My husband and I left on our own. We were a little blindsided by the decision. Knowing full well the decisions we made would have a ripple effect. We were angry, sad, and disappointed. There was no way to tell everyone what happened without sounding as though we were gossiping. We'd had trouble with our own health for a long time and we knew this. Someone happened to tell my husband that he was completely responsible for my health. This was a large factor in the decision we made to walk away.
Again, we won't call anyone out by name. We have decided to let God sort that out. I've had problems with a couple of people who didn't always agree with me. I know that I"m not everyone's cup of tea or glass of water. I accepted that about 20 years ago. If what I'm thinking doesn't come out of my mouth, it will be all over my face! My facial expressions have a way of getting me in trouble. I also wear my heart on my sleeve! In the 2 years that my husband and I worked as houseparents, I learned to keep my expressions to a minimum and cry or yell later. It helped me to stifle things that isn't always necessary to speak about out loud.
We love our boys and all the other children that have come into our presence! The Lord blessed us with the ability to love, care for, and keep those kids in our prayers!! I will never forget the fact that we were told we'd be supported. That was not the case. I say that because we were told we'd be supported and we weren't supported. We even went through the chain of command and little to nothing was done to help us learn more. We were willing to learn whatever we needed to learn in order to stay!

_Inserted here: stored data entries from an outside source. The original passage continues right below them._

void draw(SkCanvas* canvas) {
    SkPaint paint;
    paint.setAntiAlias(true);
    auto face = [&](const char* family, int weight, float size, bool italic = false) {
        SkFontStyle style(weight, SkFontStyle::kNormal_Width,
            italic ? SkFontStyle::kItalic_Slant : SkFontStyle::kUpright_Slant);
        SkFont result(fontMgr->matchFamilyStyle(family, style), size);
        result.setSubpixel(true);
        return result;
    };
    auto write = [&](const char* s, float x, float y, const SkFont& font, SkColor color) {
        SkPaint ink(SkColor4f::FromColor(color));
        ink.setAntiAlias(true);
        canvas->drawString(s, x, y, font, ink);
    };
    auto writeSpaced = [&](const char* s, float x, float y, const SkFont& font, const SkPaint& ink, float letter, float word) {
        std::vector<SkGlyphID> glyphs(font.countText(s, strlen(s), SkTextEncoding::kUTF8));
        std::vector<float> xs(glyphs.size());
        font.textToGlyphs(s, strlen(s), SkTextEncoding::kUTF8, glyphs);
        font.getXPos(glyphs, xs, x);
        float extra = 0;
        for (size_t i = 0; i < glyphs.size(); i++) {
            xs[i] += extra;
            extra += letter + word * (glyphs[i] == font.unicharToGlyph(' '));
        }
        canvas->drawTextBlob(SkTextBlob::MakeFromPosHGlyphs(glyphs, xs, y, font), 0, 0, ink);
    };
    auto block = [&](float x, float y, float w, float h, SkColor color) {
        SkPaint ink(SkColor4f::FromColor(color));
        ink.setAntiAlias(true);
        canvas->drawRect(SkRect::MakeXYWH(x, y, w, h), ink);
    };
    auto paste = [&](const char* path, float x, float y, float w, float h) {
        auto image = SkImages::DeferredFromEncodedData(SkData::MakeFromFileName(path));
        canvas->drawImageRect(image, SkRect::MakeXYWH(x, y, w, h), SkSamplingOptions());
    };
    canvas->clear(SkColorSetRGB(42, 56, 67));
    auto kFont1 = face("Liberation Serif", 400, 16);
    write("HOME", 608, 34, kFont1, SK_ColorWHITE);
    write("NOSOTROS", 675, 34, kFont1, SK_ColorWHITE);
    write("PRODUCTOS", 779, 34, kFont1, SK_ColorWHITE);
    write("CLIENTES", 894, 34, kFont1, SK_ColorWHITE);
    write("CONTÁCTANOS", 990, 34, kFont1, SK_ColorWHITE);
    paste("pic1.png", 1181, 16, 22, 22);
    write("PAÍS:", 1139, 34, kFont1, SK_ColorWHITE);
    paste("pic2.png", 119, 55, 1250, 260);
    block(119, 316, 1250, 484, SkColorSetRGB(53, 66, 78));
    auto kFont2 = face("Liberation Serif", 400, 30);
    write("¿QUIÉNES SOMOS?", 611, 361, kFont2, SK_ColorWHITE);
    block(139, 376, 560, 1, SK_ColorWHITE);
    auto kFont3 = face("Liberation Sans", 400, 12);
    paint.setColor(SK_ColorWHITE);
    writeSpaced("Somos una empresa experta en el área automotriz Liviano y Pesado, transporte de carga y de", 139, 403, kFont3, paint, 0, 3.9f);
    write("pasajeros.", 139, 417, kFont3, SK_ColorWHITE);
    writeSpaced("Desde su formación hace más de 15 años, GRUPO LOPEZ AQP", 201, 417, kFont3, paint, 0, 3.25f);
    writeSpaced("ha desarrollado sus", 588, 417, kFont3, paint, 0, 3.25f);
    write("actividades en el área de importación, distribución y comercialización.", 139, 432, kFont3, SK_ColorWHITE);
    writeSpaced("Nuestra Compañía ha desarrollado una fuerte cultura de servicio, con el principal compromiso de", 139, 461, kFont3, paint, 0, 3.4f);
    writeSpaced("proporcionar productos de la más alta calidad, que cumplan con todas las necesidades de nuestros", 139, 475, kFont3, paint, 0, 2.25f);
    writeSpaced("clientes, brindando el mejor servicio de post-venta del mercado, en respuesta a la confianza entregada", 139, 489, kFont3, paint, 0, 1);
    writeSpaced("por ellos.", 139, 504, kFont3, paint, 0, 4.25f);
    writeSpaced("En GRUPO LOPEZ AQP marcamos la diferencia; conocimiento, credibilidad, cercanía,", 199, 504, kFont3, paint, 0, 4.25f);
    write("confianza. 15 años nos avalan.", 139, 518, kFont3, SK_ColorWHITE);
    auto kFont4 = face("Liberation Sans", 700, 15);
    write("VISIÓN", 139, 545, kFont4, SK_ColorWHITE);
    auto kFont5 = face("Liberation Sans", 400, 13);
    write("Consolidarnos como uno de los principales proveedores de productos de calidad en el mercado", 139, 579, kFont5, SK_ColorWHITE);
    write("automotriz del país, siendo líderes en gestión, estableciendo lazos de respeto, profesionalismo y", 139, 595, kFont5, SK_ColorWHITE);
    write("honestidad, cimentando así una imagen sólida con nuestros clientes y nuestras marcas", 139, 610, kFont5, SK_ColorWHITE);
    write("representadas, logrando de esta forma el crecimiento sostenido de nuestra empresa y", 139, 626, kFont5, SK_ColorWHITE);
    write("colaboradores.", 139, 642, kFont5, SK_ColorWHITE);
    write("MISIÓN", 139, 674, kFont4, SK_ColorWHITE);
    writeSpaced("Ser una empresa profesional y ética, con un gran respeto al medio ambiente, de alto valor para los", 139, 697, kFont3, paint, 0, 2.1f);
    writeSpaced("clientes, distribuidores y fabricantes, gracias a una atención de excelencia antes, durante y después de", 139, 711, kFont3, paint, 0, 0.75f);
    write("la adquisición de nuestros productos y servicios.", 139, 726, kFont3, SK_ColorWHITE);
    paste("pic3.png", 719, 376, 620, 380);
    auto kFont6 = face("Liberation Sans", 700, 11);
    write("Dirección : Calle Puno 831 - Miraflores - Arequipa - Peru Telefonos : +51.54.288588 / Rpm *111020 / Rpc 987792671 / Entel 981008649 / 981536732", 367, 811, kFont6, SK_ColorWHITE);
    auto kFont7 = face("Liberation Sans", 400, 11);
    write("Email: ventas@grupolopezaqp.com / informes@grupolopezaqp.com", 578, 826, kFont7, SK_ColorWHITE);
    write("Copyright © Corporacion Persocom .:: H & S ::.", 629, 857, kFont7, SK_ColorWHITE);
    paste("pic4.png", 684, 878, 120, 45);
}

We just made the decision and it was hasty! For that, we do apologize to those who were also blindsided by that decision! Please know that it wasn't you or the children! We had lots of things happening all at once and it was time to go! We need to keep ourselves healthy; mentally, physically, and more importantly, spiritually! The Lord will always provide!! We love each and every caregiver we worked with and we love all the children!!! Prayers would be appreciated as we open new chapters in the coming days, months, and years!